Image processing
From HP-SEE Wiki
EagleEye
Section contributed by UPB
At the current time, the I/O testing using the EagleEye framework were done on six core AMD Opteron blades @ 2.6 GHz connected through Infiniband. A number of 32 images were used for performance testing. Each image has a resolution of 5000 x 5000. Image size varies between 3.6 and 7.7 MB (in JPEG format). The images were read into memory using the Lustre FS filesystem.
In terms of speedup results are good for up to 4 total slaves. For a total number of 2 slaves, we get speedups of 1.81 and 1.83, while for 4 slaves we get 3.29, 3.28 and 3.38. The worst eficiency here is 82.11% for 2 masters and 2 slaves per master.

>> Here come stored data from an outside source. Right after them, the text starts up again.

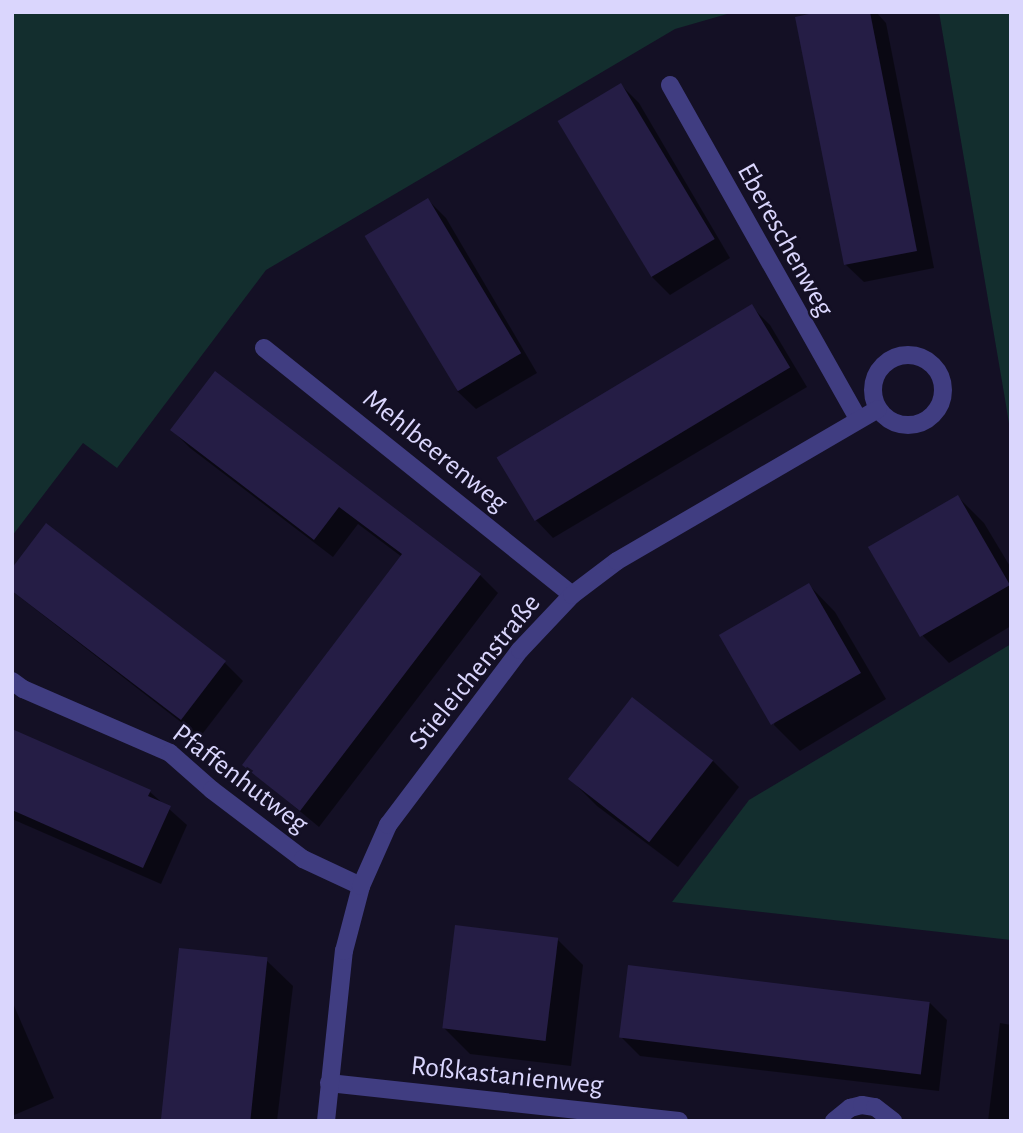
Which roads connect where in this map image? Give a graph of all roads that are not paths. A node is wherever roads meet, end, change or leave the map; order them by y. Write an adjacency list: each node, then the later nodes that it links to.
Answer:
1 (670, 85): 4 (street, Ebereschenweg)
2 (264, 348): 5 (street, Mehlbeerenweg)
3 (878, 409): 3 (street); 4 (street, Stieleichenstraße)
4 (858, 419): 5 (street, Stieleichenstraße)
5 (572, 595): 7 (street, Stieleichenstraße)
6 (12, 681): 7 (street, Pfaffenhutweg)
7 (361, 886): 8 (street, Stieleichenstraße)
8 (329, 1083): 9 (street, Stieleichenstraße); 10 (street, Roßkastanienweg)
9 (326, 1121)
10 (680, 1121)
11 (834, 1121): 12 (street)
12 (893, 1121)

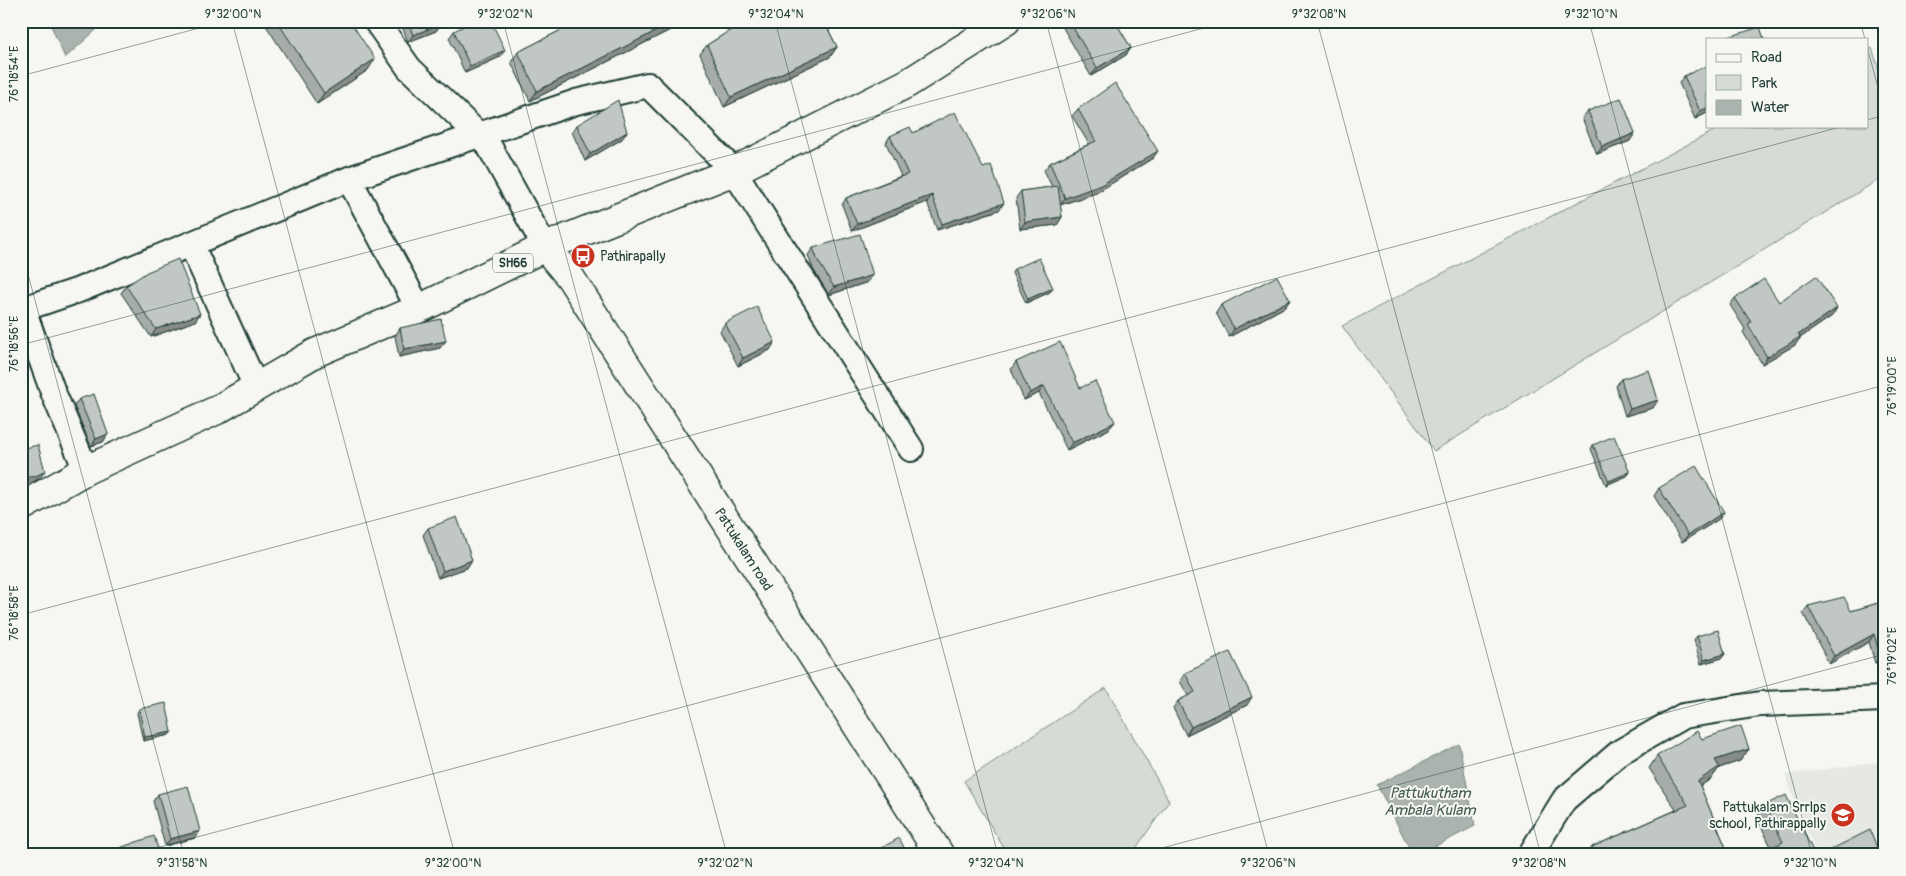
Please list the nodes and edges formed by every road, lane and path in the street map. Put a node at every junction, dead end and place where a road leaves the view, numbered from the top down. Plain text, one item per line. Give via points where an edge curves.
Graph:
1 (376, 21) edge
2 (1006, 21) edge
3 (478, 135) junction
4 (734, 171) junction
5 (349, 179) junction
6 (191, 244) junction
7 (545, 247) junction
8 (419, 309) junction
9 (256, 387) junction
10 (911, 449) dead end
11 (86, 470) junction
12 (21, 507) edge
13 (1885, 699) edge
14 (940, 855) edge
15 (1530, 855) edge

1 - 3 street via 409,68
2 - 4 main road, SH66 via 908,83
3 - 4 street via 576,102 648,85
3 - 5 street
3 - 7 street via 488,144
4 - 7 main road, SH66
4 - 10 street
5 - 6 street
5 - 8 street
6 - 9 street
6 - 11 street via 23,309
7 - 8 main road, SH66
7 - 14 main road, Pattukalam road via 570,276
8 - 9 main road, SH66 via 315,353
9 - 11 main road, SH66 via 217,410
11 - 12 main road, SH66
13 - 15 street via 1760,704 1683,716 1620,752 1564,800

When going up to 8 total slaves we see an obvious decrease in performance. We get speedup values of 5.19 (2 masters), 4.73 (4 masters) and 4.53 (8 masters). Thus, the best eficiency here is only 65%. This is partially explained by the low number of input images. Having only 16 input images and 8 slaves we should get 2 images per slave for the run to be balanced. However, because the masters will always try to keep the command queues full we end up debalancing the system and give 3 images to some slaves and only one image to others. This is an unfortunate consequence of the our attempt to keep the slaves always working and not waiting for work from the master. It is our guess that for large values of the images / slaves ratio we would most likely get unbalanced work queues. Given that our image database has around 16000 images and the maximum number of slaves will most likely be in the dozens or hundreds it is unlikely that this problem will appear. We decided to see if our theory is correct by maintaining the same configurations and increasing the number of images to 32.
The differences between configurations with the same number of total slaves seem negligible - there is not clear favorite here. Although a trend can be noticed in the second set of tests - configurations with a higher number of masters and a lower number of slaves per master seem to fair better - the differences in efficiency are at most 9%. One explain here might be that for lower number of slaves per master less I/O is done at the same time from a machine - when processing the first batch of images the slave threads will all read different files from the disk at the same time and this might cause performance issues if the number of slaves is large. However, without further profiling the program or at least determining the time it takes to read a file we cannot offer a clear conclusion at this point.